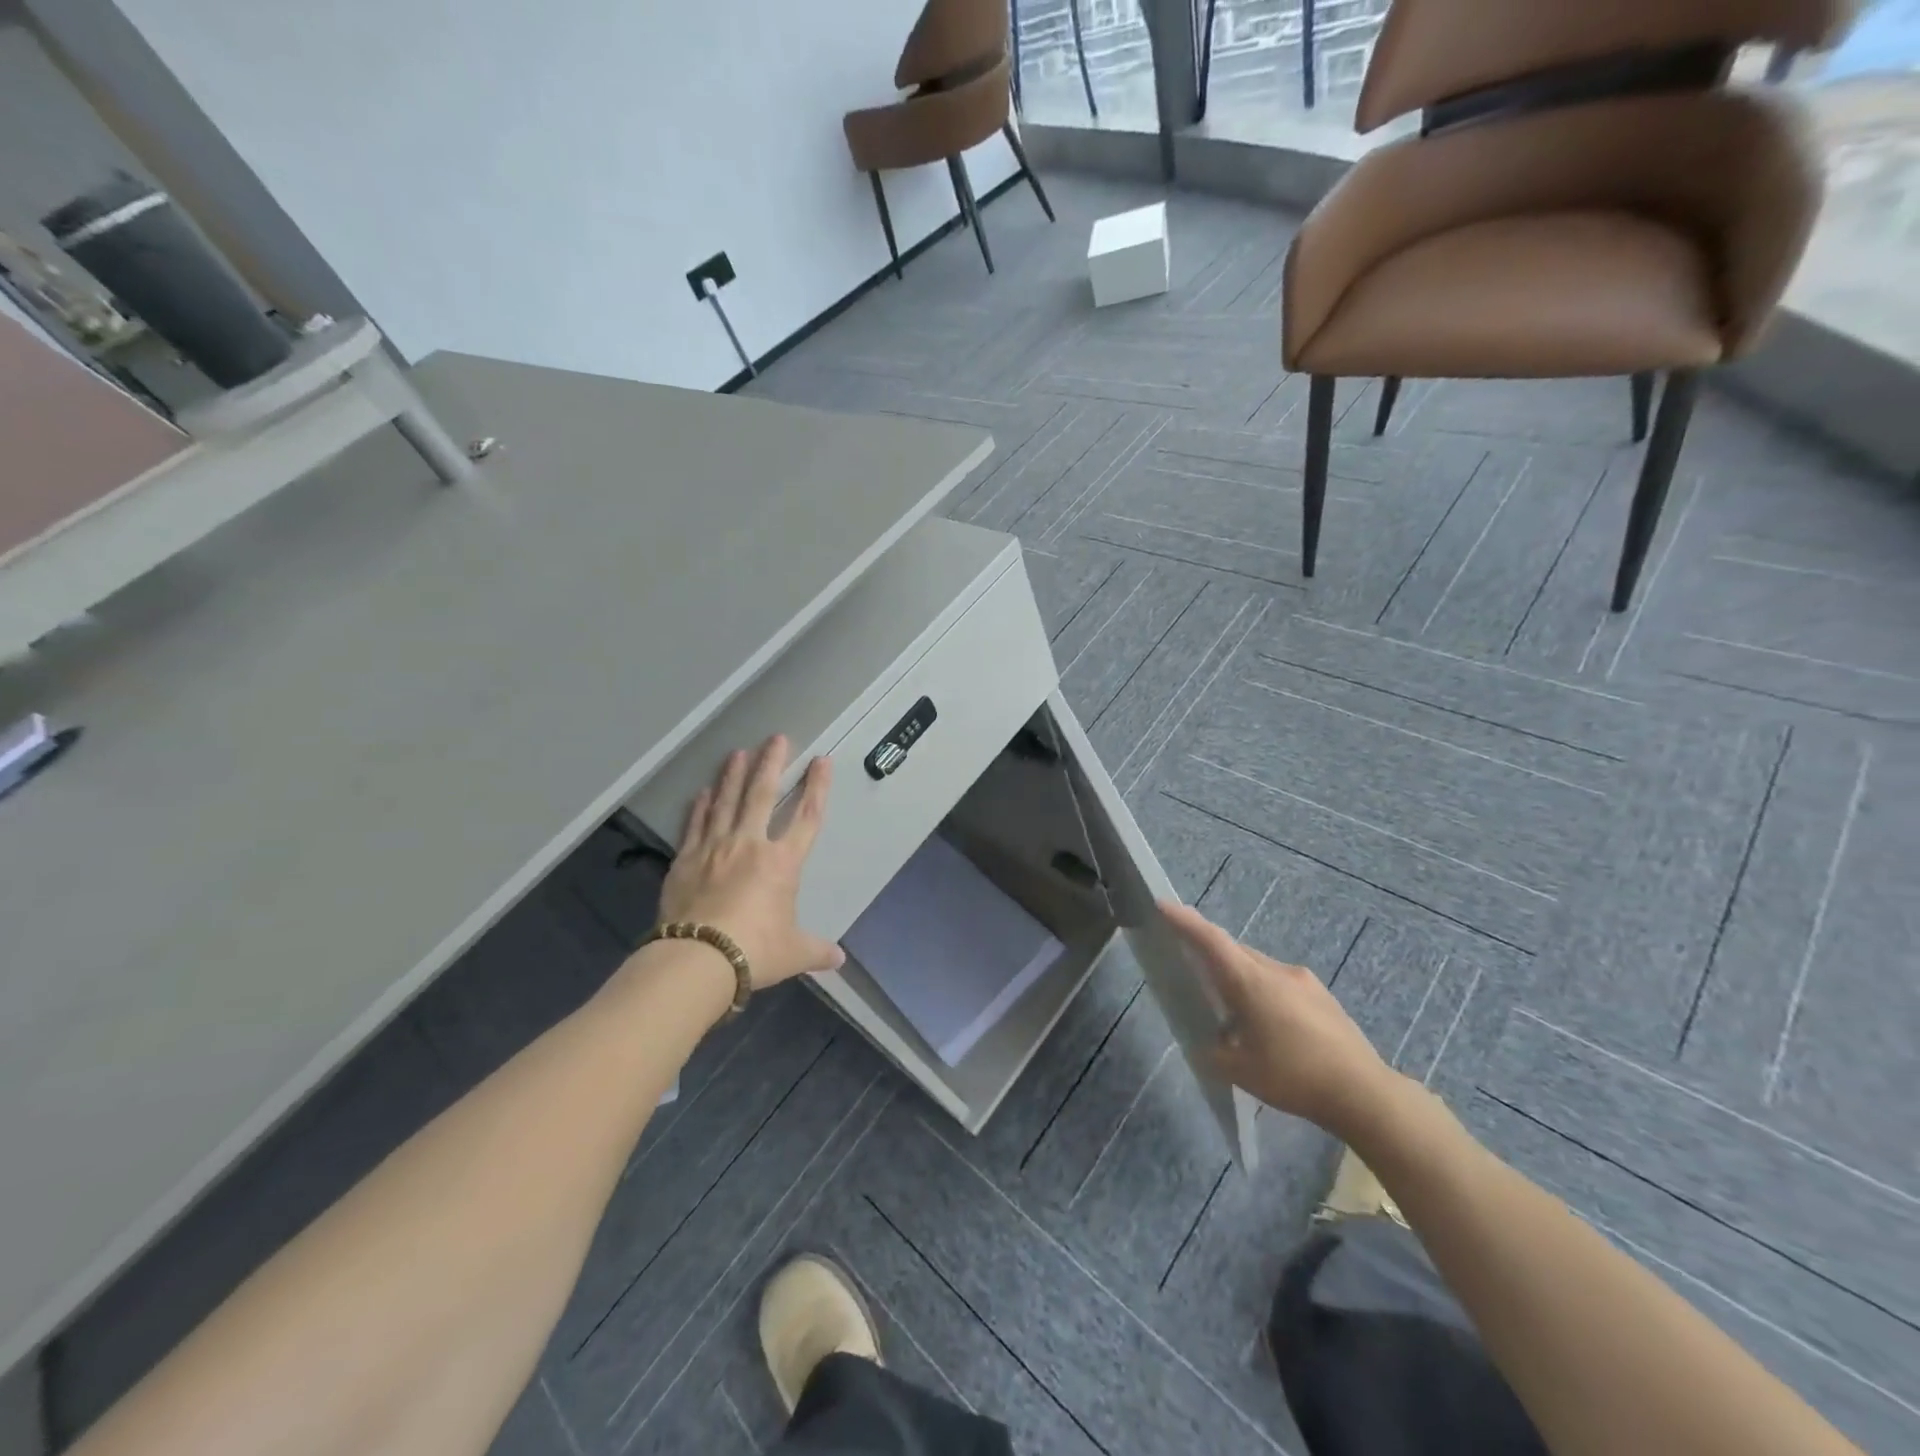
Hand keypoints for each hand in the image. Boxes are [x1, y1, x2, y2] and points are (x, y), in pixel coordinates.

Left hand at [658, 736, 844, 989]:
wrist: (698, 959)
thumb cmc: (755, 950)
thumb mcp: (793, 953)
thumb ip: (816, 951)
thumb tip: (838, 960)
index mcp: (782, 863)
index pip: (807, 817)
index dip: (817, 787)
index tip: (822, 761)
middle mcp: (750, 846)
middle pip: (762, 795)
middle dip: (771, 764)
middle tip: (776, 738)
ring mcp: (714, 849)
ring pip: (726, 802)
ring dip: (733, 775)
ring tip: (738, 752)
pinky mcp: (685, 860)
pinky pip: (695, 825)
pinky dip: (700, 806)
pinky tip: (702, 792)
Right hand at [1160, 901, 1399, 1137]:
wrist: (1365, 1093)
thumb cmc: (1294, 1077)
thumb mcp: (1240, 1071)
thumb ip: (1214, 1051)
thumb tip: (1208, 1043)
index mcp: (1251, 982)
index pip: (1211, 940)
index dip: (1185, 921)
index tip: (1163, 904)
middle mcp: (1276, 971)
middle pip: (1234, 951)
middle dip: (1211, 954)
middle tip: (1192, 968)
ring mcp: (1303, 982)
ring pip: (1258, 968)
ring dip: (1240, 979)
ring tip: (1233, 1012)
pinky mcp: (1322, 997)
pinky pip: (1280, 984)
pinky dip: (1263, 993)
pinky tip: (1269, 1027)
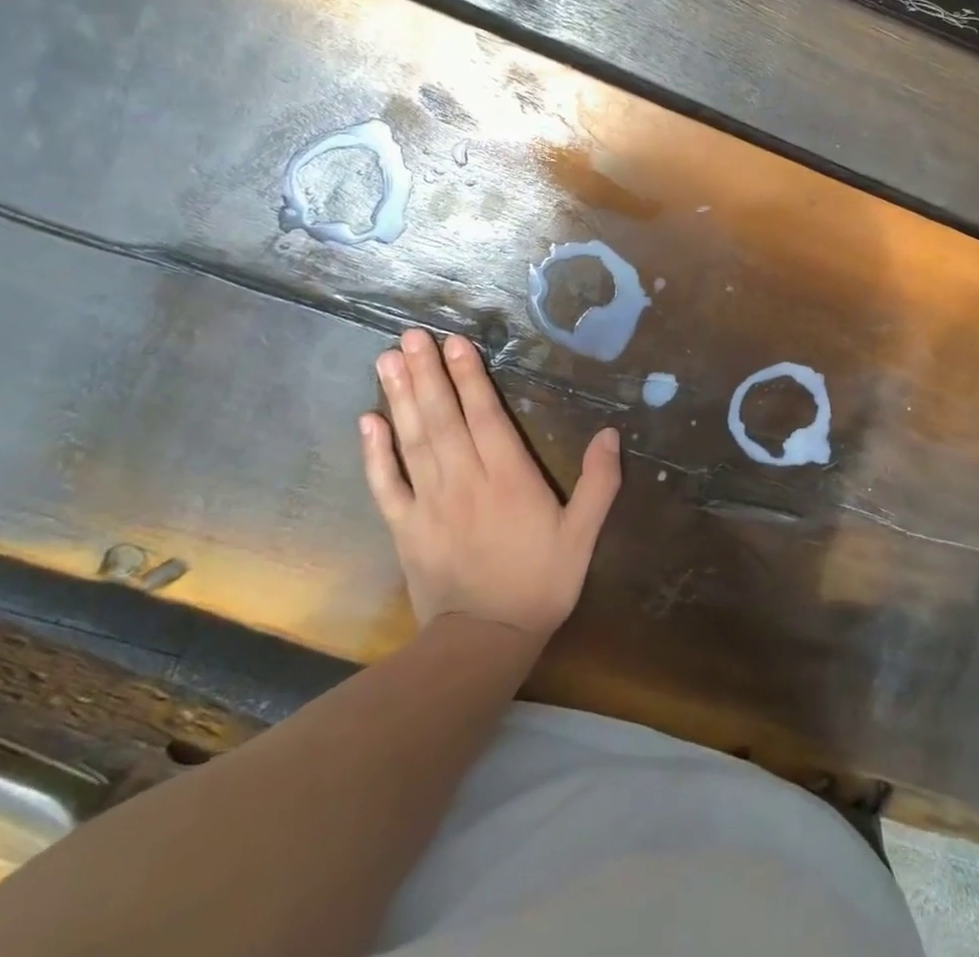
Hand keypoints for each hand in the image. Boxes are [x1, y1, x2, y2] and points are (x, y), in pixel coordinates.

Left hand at [362, 329, 621, 637]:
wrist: (485, 641)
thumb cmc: (540, 583)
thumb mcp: (582, 536)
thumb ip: (599, 483)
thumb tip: (611, 433)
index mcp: (509, 479)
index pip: (485, 416)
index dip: (470, 377)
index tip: (455, 343)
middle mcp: (465, 481)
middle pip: (443, 418)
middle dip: (428, 374)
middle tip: (411, 336)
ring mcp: (429, 503)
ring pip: (413, 441)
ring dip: (400, 398)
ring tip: (388, 360)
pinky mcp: (405, 527)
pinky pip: (386, 484)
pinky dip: (374, 452)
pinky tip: (367, 421)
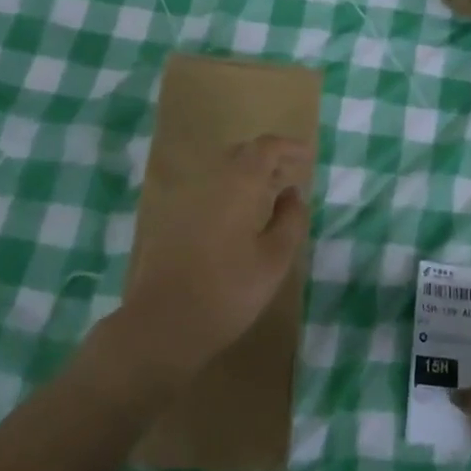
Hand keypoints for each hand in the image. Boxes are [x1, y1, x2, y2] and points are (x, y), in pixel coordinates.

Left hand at [115, 134, 312, 380]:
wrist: (163, 323)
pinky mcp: (172, 218)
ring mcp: (185, 198)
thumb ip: (290, 220)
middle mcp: (209, 181)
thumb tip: (293, 193)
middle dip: (268, 158)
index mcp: (237, 184)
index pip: (265, 147)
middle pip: (241, 153)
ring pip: (222, 171)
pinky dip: (230, 191)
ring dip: (248, 175)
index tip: (307, 156)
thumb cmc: (227, 291)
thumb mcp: (273, 259)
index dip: (288, 147)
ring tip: (270, 196)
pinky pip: (208, 190)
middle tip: (290, 176)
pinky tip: (240, 218)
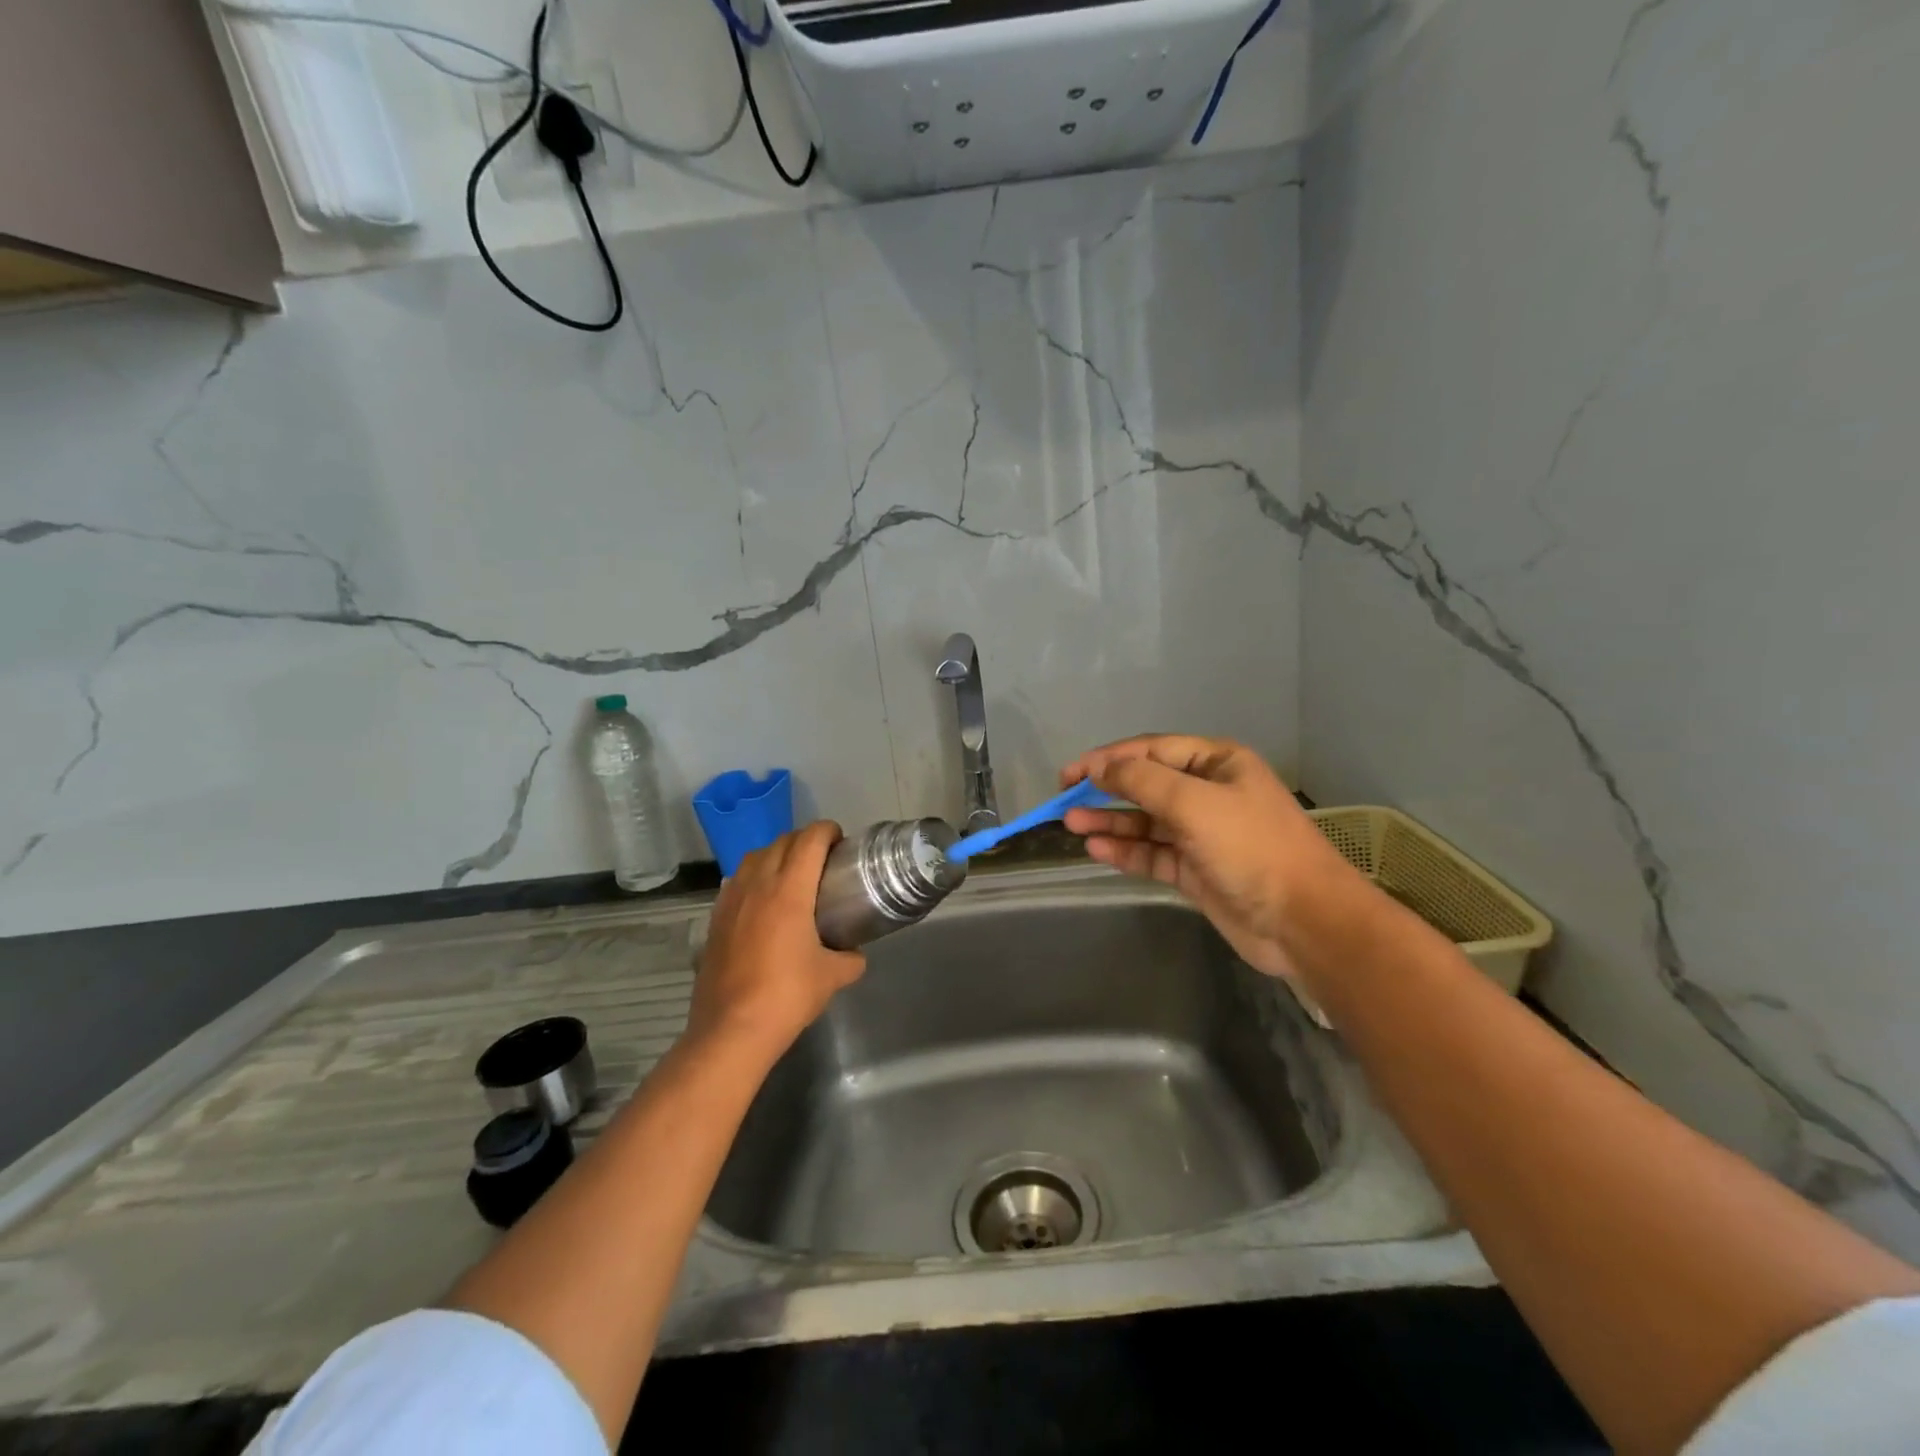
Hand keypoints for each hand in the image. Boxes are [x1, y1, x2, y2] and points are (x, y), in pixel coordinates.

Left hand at [686, 821, 865, 1066]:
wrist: (732, 1029)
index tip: (841, 842)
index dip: (827, 831)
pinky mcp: (715, 918)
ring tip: (792, 874)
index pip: (809, 839)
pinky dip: (754, 877)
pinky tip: (763, 901)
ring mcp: (731, 899)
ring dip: (776, 854)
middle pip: (782, 841)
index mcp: (789, 890)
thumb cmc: (787, 995)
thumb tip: (855, 954)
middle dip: (805, 840)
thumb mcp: (832, 977)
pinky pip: (737, 881)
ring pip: (754, 856)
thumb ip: (850, 958)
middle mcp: (758, 884)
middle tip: (824, 859)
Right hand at [1061, 735, 1361, 980]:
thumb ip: (1142, 780)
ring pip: (1146, 821)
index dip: (1110, 758)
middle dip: (1106, 789)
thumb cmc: (1251, 848)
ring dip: (1110, 820)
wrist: (1303, 921)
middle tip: (1065, 798)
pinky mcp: (1195, 870)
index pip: (1153, 750)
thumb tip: (1099, 765)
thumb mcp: (1194, 803)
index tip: (1072, 773)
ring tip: (1072, 824)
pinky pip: (1152, 853)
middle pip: (1146, 784)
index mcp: (1217, 763)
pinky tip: (1097, 849)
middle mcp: (1208, 793)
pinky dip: (1125, 850)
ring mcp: (1202, 834)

····················

◆ Assignment
In the listing above, find the line with "middle tip: (411, 336)" and the line with "pinky tip: (367, 421)", then reproduce both and every line between them exactly.

◆ Task output
middle tip: (411, 336)
ring mcp: (429, 503)
ring pip: (413, 441)
ring dip: (400, 398)
ring tip: (388, 360)
pinky mcp: (405, 527)
pinky pip: (386, 484)
pinky dip: (374, 452)
pinky tip: (367, 421)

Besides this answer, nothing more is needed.